Terugkijkend kunnen we constateren dat in de ruimtelijke ordening de beleidskaders in deze vijftig jaar veel dwingender zijn opgelegd door de rijksoverheid, waarbij weliswaar meer gedelegeerd werd naar de lokale overheid, maar tegelijkertijd de handelingsvrijheid van de lokale overheid werd ingeperkt. Dit beleidsterrein laat zien dat veranderingen in mobiliteit, schaalvergroting, suburbanisatie, infrastructuur, en individualisering in een onderling sterk verweven relatie in grote mate de

ontwikkelingen in de ruimtelijke ordening hebben bepaald. Het beleid is daarbij meer volgend dan sturend geweest.

Op het terrein van het onderwijs zien we dat het aanbod aan onderwijs sterk is uitgebreid, dat veel meer leerlingen langer naar school gingen en hoger onderwijs volgden. Het onderwijsniveau nam hierdoor sterk toe en bevorderde de mobiliteit, individualisering, democratisering en secularisering van de samenleving. Tegelijkertijd zorgde de verzuiling ervoor dat na de oorlog het bijzonder

confessioneel onderwijs nog sterk toenam. Ondanks de ontzuiling en de secularisering van de samenleving bleef de verzuiling van het onderwijs in stand. Het reformatorische onderwijs bouwde juist pas vanaf de jaren zeventig haar eigen onderwijspijler op. Het voorstel om bij de

grondwetsherziening het mogelijk te maken om besluitvorming over het stichten van scholen naar lagere wetgevende organen te delegeren, werd door de confessionelen én de liberalen geblokkeerd.

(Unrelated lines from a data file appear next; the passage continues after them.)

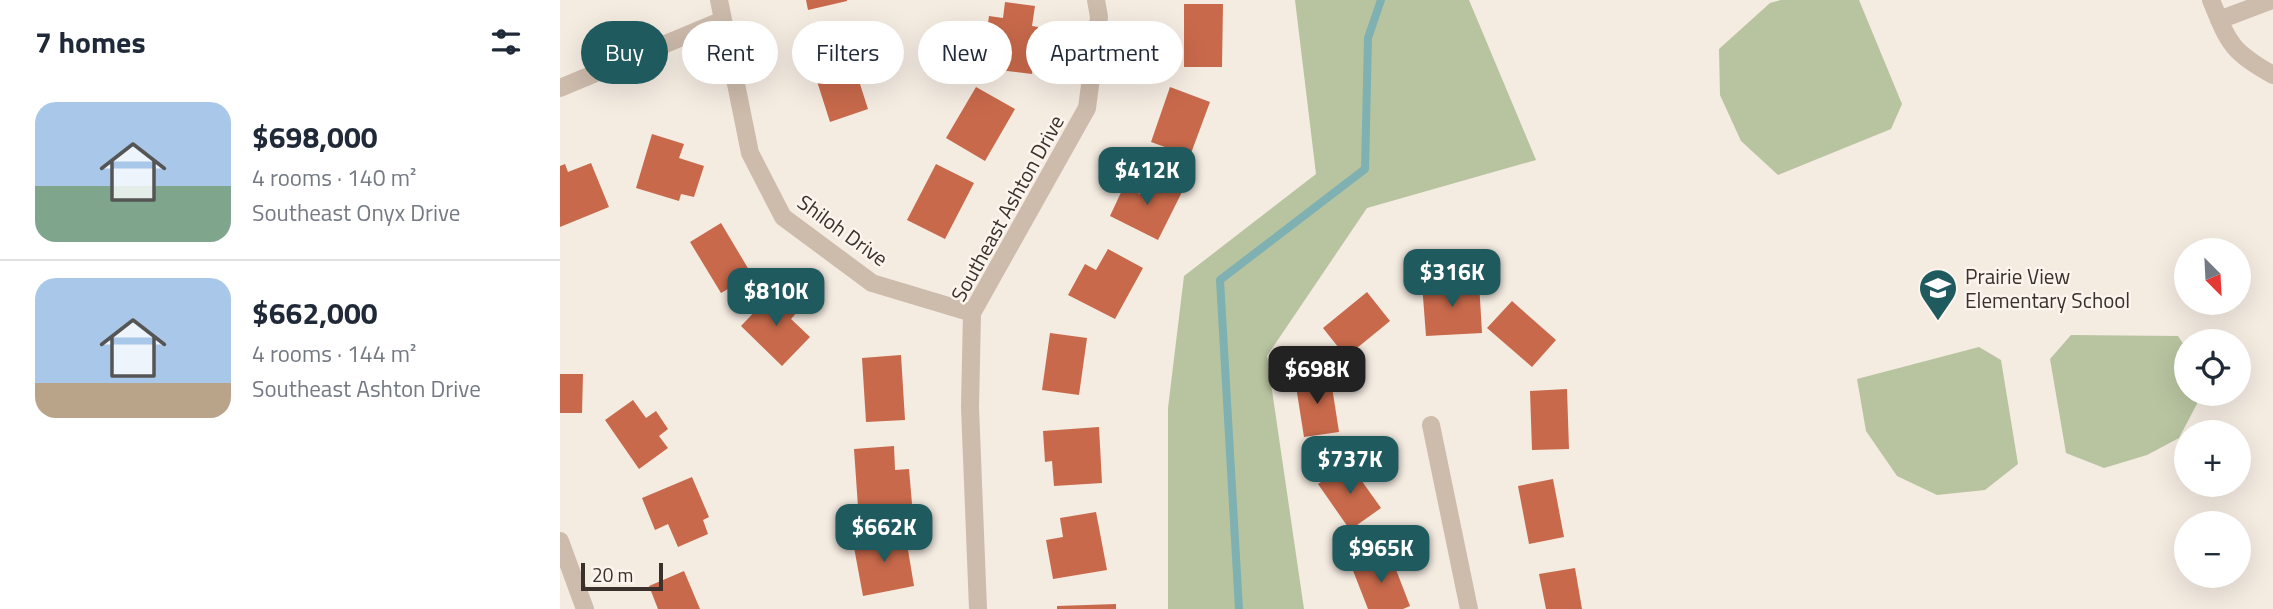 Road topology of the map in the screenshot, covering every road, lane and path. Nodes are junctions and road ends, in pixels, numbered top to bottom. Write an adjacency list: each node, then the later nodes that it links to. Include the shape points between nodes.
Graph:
1 (719, 0): 5 (street, Shiloh Drive)
2 (1096, 0): 9 (street, Southeast Ashton Drive, via 1099,17 1087,108)
3 (2211, 0): 6 (street)
4 (2272, 0): 6 (street)
5 (723, 20): 8 (street); 9 (street, Shiloh Drive, via 750,153 783,217 872,283)
6 (2219, 20): 7 (street, via 2242,57)
7 (2273, 75)
8 (560, 88)
9 (972, 313): 13 (street, Southeast Ashton Drive, via 970,407)
10 (1431, 425): 14 (street)
11 (560, 541): 12 (street)
12 (585, 609)
13 (978, 609)
14 (1469, 609)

Het derde thema dat aan de orde kwam, was de komst van de gastarbeiders. Gastarbeid bleek geen tijdelijk verschijnsel te zijn. Vooral de gastarbeiders uit economisch minder bedeelde regio’s, zoals het platteland van Turkije en Marokko, hielden weliswaar lang vast aan de

tijdelijkheidsgedachte, maar prefereerden uiteindelijk een verblijf in Nederland boven terugkeer naar het thuisland. Nederland werd een multiculturele samenleving. Het plaatste de overheid zo’n tien tot vijftien jaar na de komst van de eerste grote groepen gastarbeiders voor de vraag welk beleid voor deze groep ontwikkeld zou moeten worden. Langzaamaan verschoof de focus van tijdelijkheid en behoud van eigen taal en cultuur, naar een beleid gericht op integratie, met behoud van identiteit, maar zonder categorale voorzieningen. Het beleid werd gedelegeerd naar de lokale overheid, die aan het voorgestane facetbeleid in de lokale context invulling moest gaan geven.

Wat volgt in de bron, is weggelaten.